● Aim of the exercise:
Give back the full listing exactly as it appears below.

<<<<

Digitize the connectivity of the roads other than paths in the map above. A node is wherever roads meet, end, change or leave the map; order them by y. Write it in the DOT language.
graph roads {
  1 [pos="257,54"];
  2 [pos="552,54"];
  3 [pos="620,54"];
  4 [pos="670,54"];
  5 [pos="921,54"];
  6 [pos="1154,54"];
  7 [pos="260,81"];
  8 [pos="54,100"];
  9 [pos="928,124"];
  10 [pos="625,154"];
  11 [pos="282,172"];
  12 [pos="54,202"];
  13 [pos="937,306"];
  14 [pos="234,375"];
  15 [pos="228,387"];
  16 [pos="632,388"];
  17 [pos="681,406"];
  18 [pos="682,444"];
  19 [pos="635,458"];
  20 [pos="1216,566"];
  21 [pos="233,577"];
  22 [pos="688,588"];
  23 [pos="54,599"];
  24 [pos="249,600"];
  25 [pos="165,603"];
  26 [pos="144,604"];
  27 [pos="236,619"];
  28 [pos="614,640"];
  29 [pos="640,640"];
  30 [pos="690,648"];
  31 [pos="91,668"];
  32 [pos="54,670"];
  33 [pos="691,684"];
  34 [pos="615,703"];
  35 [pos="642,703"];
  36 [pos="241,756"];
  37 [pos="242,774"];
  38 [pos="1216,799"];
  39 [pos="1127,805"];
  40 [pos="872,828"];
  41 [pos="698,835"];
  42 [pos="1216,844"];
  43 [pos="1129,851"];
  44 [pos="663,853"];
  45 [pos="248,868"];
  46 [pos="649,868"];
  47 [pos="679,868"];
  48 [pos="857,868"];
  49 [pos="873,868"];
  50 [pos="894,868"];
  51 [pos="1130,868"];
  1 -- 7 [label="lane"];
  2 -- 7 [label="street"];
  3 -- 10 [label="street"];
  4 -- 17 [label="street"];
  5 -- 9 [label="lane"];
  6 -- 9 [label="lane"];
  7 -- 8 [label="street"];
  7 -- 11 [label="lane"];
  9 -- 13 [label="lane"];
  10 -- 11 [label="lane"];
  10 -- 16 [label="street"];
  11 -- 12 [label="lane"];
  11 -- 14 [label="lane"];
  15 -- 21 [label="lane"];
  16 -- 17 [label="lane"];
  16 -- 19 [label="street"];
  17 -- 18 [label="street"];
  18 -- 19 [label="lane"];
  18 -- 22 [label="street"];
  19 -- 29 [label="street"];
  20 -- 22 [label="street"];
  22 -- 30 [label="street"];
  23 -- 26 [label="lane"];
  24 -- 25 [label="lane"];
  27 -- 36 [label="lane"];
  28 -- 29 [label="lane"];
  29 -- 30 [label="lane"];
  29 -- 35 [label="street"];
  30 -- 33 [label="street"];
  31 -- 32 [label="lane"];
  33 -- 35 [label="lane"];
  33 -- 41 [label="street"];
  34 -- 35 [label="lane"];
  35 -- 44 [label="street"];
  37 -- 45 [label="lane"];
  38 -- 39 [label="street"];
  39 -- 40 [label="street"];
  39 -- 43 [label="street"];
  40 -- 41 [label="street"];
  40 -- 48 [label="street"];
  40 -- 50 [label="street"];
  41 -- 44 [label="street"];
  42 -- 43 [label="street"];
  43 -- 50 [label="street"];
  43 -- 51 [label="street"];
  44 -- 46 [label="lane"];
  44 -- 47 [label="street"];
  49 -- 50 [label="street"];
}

>>>>

● Your response:
Digitize the connectivity of the roads other than paths in the map above. A node is wherever roads meet, end, change or leave the map; order them by y. Write it in the DOT language.
graph roads {
  1 [pos="257,54"];
  2 [pos="552,54"];
  3 [pos="620,54"];
  4 [pos="670,54"];
  5 [pos="921,54"];
  6 [pos="1154,54"];
  7 [pos="260,81"];
  8 [pos="54,100"];
  9 [pos="928,124"];
  10 [pos="625,154"];
  11 [pos="282,172"];
  12 [pos="54,202"];
  13 [pos="937,306"];
  14 [pos="234,375"];
  15 [pos="228,387"];
  16 [pos="632,388"];
  17 [pos="681,406"];
  18 [pos="682,444"];
  19 [pos="635,458"];
  20 [pos="1216,566"];
  21 [pos="233,577"];
  22 [pos="688,588"];
  23 [pos="54,599"];
  24 [pos="249,600"];
  25 [pos="165,603"];
  26 [pos="144,604"];
  27 [pos="236,619"];
  28 [pos="614,640"];
  29 [pos="640,640"];
  30 [pos="690,648"];
  31 [pos="91,668"];
  32 [pos="54,670"];
  33 [pos="691,684"];
  34 [pos="615,703"];
  35 [pos="642,703"];
  36 [pos="241,756"];
  37 [pos="242,774"];
  38 [pos="1216,799"];
  39 [pos="1127,805"];
  40 [pos="872,828"];
  41 [pos="698,835"];
  42 [pos="1216,844"];
  43 [pos="1129,851"];
  44 [pos="663,853"];
  45 [pos="248,868"];
  46 [pos="649,868"];
  47 [pos="679,868"];
  48 [pos="857,868"];
  49 [pos="873,868"];
  50 [pos="894,868"];
  51 [pos="1130,868"];
  1 -- 7 [label="lane"];
  2 -- 7 [label="street"];
  3 -- 10 [label="street"];
  4 -- 17 [label="street"];
  5 -- 9 [label="lane"];
  6 -- 9 [label="lane"];
  7 -- 8 [label="street"];
  7 -- 11 [label="lane"];
  9 -- 13 [label="lane"];
  10 -- 11 [label="lane"];
  10 -- 16 [label="street"];
  11 -- 12 [label="lane"];
  11 -- 14 [label="lane"];
  15 -- 21 [label="lane"];
  16 -- 17 [label="lane"];
  16 -- 19 [label="street"];
  17 -- 18 [label="street"];
  18 -- 19 [label="lane"];
  18 -- 22 [label="street"];
  19 -- 29 [label="street"];
  20 -- 22 [label="street"];
  22 -- 30 [label="street"];
  23 -- 26 [label="lane"];
  24 -- 25 [label="lane"];
  27 -- 36 [label="lane"];
  28 -- 29 [label="lane"];
  29 -- 30 [label="lane"];
  29 -- 35 [label="street"];
  30 -- 33 [label="street"];
  31 -- 32 [label="lane"];
  33 -- 35 [label="lane"];
  33 -- 41 [label="street"];
  34 -- 35 [label="lane"];
  35 -- 44 [label="street"];
  37 -- 45 [label="lane"];
  38 -- 39 [label="street"];
  39 -- 40 [label="street"];
  39 -- 43 [label="street"];
  40 -- 41 [label="street"];
  40 -- 48 [label="street"];
  40 -- 50 [label="street"];
  41 -- 44 [label="street"];
  42 -- 43 [label="street"];
  43 -- 50 [label="street"];
  43 -- 51 [label="street"];
  44 -- 46 [label="lane"];
  44 -- 47 [label="street"];
  49 -- 50 [label="street"];
}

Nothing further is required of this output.